# 10 month old puppy retaliating



## Elisabeth Kazup (Aug 23, 2008)

"sticks his butt up in the air and barks" That's called a play bow and is an invitation to play as well as body language that he is just playing. 

Running around the room and stopping to bark is called ZOOMIES. It's puppy happiness. Enjoy it.

Locked in the bathroom for a COUPLE OF HOURS? NO NO NO NO NO. What is he learning in the bathroom? By himself? You're not teaching him when he's in there.

If you're not in obedience classes, you need to find one that emphasizes positive reinforcement as the teaching tool. Learn to work with your puppy and he will bond with you forever.


----------



## fostermom (Sep 6, 2007)

He isn't retaliating, he's trying to engage you in play. When he sticks his butt in the air, he is play bowing at you.

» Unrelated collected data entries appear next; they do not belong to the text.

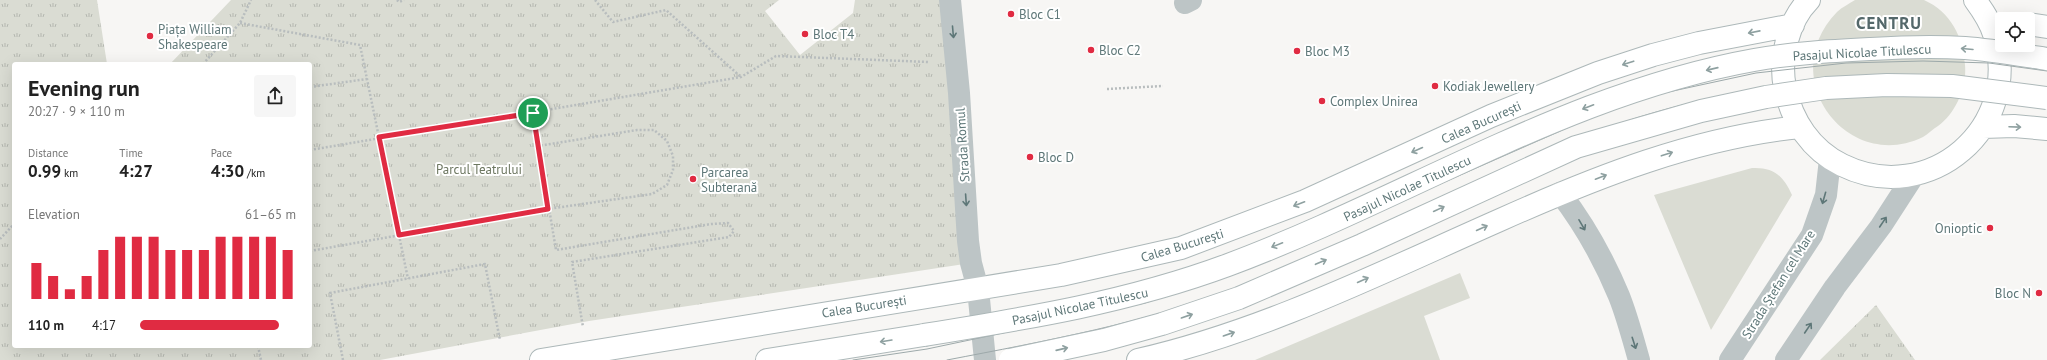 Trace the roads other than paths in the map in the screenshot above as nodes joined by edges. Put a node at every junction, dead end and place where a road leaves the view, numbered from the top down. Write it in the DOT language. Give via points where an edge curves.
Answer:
graph roads {
  1 [pos="950,0"];
  2 [pos="1809,0"];
  3 [pos="1988,11"];
  4 [pos="1793,25"];
  5 [pos="2035,25"];
  6 [pos="2047,27"];
  7 [pos="2047,59"];
  8 [pos="2047,98"];
  9 [pos="1800,127"];
  10 [pos="1983,127"];
  11 [pos="2047,129"];
  12 [pos="1830,159"];
  13 [pos="1914,175"];
  14 [pos="1560,193"];
  15 [pos="978,289"];
  16 [pos="541,360"];
  17 [pos="767,360"];
  18 [pos="985,360"];
  19 [pos="1010,360"];
  20 [pos="1138,360"];
  21 [pos="1640,360"];
  22 [pos="1730,360"];
  23 [pos="1786,360"];
  1 -- 15 [label="street, Strada Romul, one-way" via="968,241"];
  2 -- 4 [label="main road"];
  3 -- 10 [label="main road" via="1999,52 2000,72 1998,91"];
  4 -- 9 [label="main road" via="1784,54 1783,70 1787,100"];
  4 -- 15 [label="main road, Calea București, one-way" via="1699,43 1598,73 1491,116 1305,201 1182,248 1122,263"];
  5 -- 6 [label="main road"];
  7 -- 17 [label="main road, Pasajul Nicolae Titulescu, one-way, bridge" via="1964,48 1898,47 1821,51 1755,60 1701,72 1590,107 1540,127 1349,215 1228,265 1158,288 1103,304 1045,315"];
  19 -- 8 [label="main road, one-way, bridge" via="1104,340 1162,324 1232,300 1362,245 1576,148 1701,111 1766,97 1826,88 1887,85 1952,86"];
  9 -- 12 [label="main road"];
  14 -- 9 [label="main road, one-way" via="1630,166 1694,146 1761,131"];
  10 -- 11 [label="main road, one-way"];
  10 -- 13 [label="main road" via="1973,141 1946,163 1931,171"];
  12 -- 13 [label="main road" via="1856,172 1885,178"];
  12 -- 22 [label="street, Strada Ștefan cel Mare, one-way" via="1826,195 1812,235"];
  23 -- 13 [label="street, one-way"];
  20 -- 14 [label="main road, one-way" via="1201,344 1298,309"];
  14 -- 21 [label="street, one-way" via="1575,213 1619,296"];
  15 -- 16 [label="main road, Calea București"];
  15 -- 18 [label="street, Strada Romul"];
} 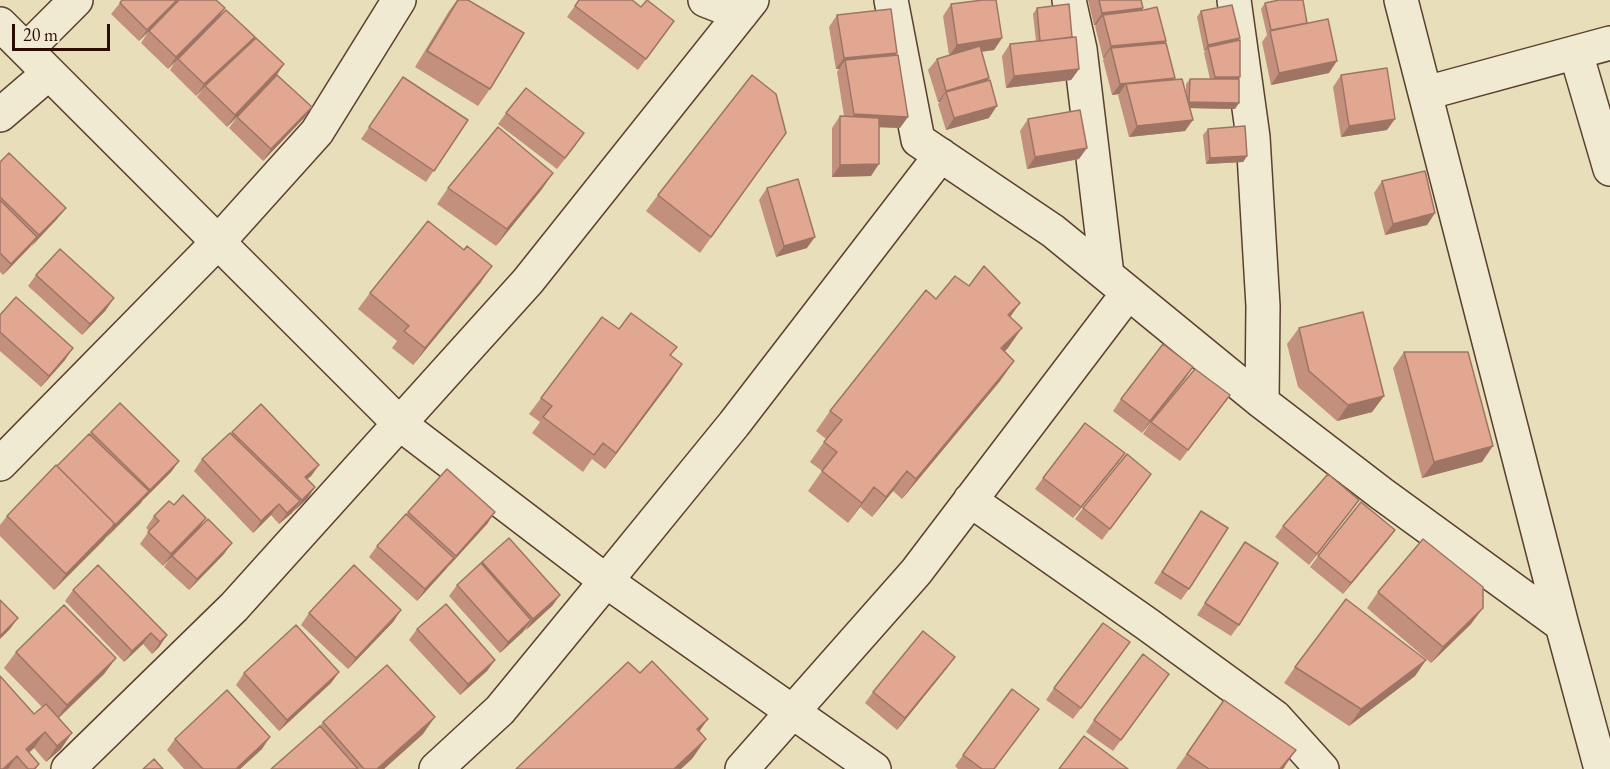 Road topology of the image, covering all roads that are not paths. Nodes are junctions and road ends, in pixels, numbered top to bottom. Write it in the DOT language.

Do you have a crate? How much exercise is he getting in a day? Why, when he's acting out, does he have to spend a couple of hours in the bathroom, rather than just 10-15 minutes?


----------



## Tayla's Mom (Apr 20, 2012)

Your puppy is being a brat and playing. That sounds like a play bow. Tayla would do that when she wanted our older dog to play and when she didn't she would add barking. Be firm and consistent in all your training, but never harsh. Make sure everything is positive and rewarded.


----------



## GoldenLover221 (Sep 29, 2012)

We toilet train our golden with newspaper because we live in a townhouse with no backyard and its more convenient that way- we do his number twos outside during walks and sometimes when he has to pee he does it on the newspaper. He enjoys shredding the newspaper and that's one of the habits were trying to fix. When we try to take the newspaper away from him he jumps up at us and starts nipping our hand. 

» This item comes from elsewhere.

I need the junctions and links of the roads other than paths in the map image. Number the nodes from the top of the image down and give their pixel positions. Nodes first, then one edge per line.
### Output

I do think that he is being underexercised, we go on walks around twice a day, but he is a puller, making it hard to walk long distances. We are trying to get a halti harness the right size to fix this issue. We currently don't have a crate because was toilet trained fairly quickly and he sleeps on a blanket. 

Would adequate exercise and reducing the time locked in the bathroom to 10 minutes and repeating whenever he acts up be a better solution?


----------



## solinvictus (Oct 23, 2008)

"He sticks his butt upward, and barks back"

The pup is attempting to engage you or your parents in play the way the pup knows how. 
Telling a puppy no doesn't really help. They don't understand English and your pup isn't grasping what you mean by the word. 

What would you like your pup to do instead? That is what you must train the pup to do.

7 months is in the teenage phase these pups are usually very bright and highly energetic. They need lots of play exercise and lots of mental exercise through training what you want.

If your pup invites you to play, then jumps and nips and you put the pup into the bathroom for a few hours what has the pup truly learned?

Even if you did want to have the pup do a time out just to take off the over excitement a few minutes or so should be enough. A few hours is very extreme and the pup isn't being mentally or physically engaged to get rid of all the puppy energy.

If you are not signed up and taking the pup to classes I would suggest doing so. The trainer will be able to give you hands on tips and fun mentally challenging games to play to wear out your pup. 

There is something to "a tired dog is a good dog".

Puppies will do things dogs like to do, dig, chew, run, and make up their own games to keep occupied. The things they like to do on their own usually aren't things we as the owners truly want done. Pups need to be taught (trained) to do the things we actually like and to have good house manners. If you make the training fun you can use it to your advantage and mentally tire your dog out while teaching those good house manners.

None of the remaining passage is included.